### Exercise aim
Restate the data word for word and leave the images out.

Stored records
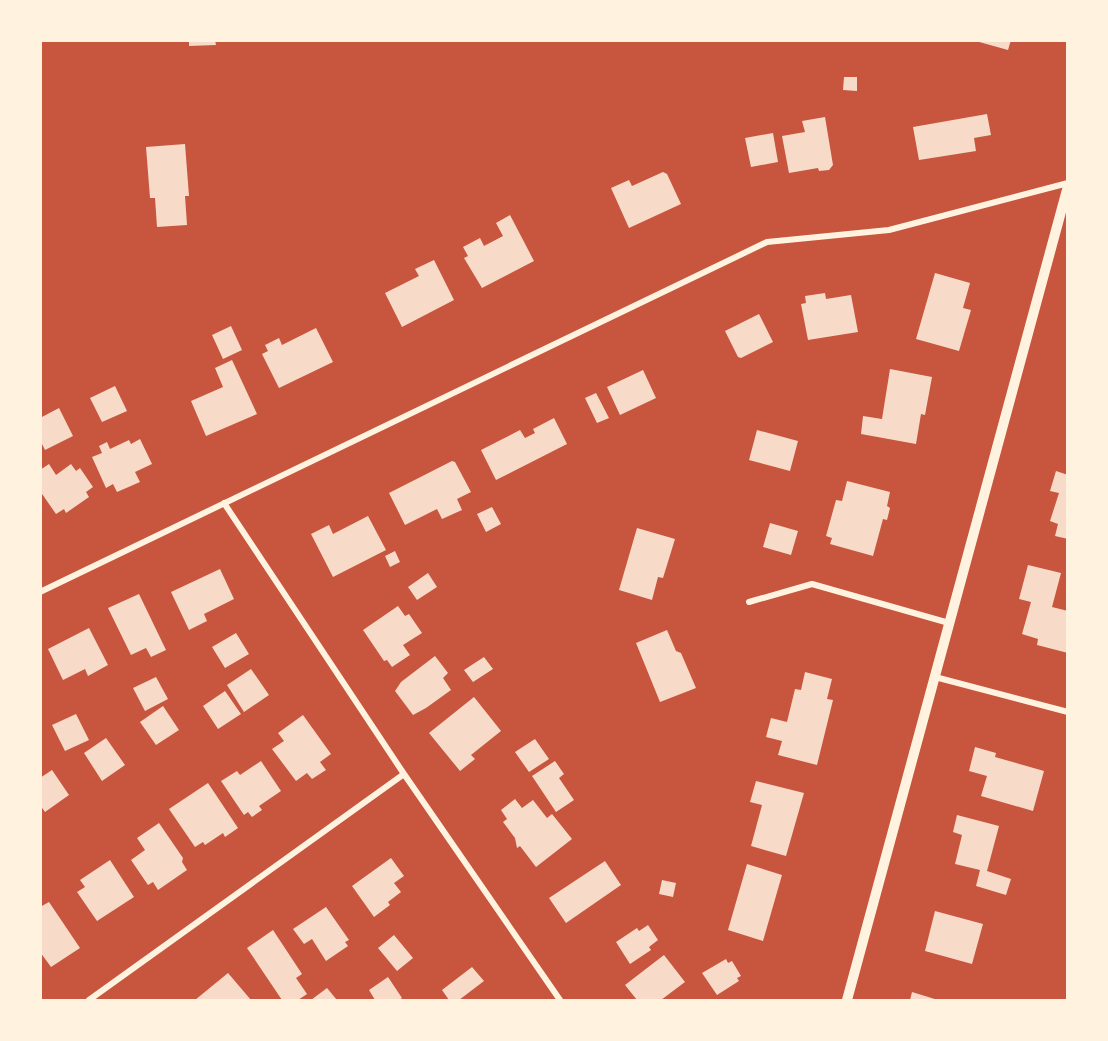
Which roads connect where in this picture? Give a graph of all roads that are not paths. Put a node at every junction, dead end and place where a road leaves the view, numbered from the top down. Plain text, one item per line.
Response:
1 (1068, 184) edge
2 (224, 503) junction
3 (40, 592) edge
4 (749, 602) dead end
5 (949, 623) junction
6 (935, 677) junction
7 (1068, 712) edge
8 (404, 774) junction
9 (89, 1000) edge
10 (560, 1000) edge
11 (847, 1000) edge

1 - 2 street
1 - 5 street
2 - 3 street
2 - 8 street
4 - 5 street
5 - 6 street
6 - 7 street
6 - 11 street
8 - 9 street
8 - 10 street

### Answer for this exercise
Which roads connect where in this picture? Give a graph of all roads that are not paths. Put a node at every junction, dead end and place where a road leaves the view, numbered from the top down. Plain text, one item per line.
Response:
1 (1068, 184) edge
2 (224, 503) junction
3 (40, 592) edge
4 (749, 602) dead end
5 (949, 623) junction
6 (935, 677) junction
7 (1068, 712) edge
8 (404, 774) junction
9 (89, 1000) edge
10 (560, 1000) edge
11 (847, 1000) edge

1 - 2 street
1 - 5 street
2 - 3 street
2 - 8 street
4 - 5 street
5 - 6 street
6 - 7 street
6 - 11 street
8 - 9 street
8 - 10 street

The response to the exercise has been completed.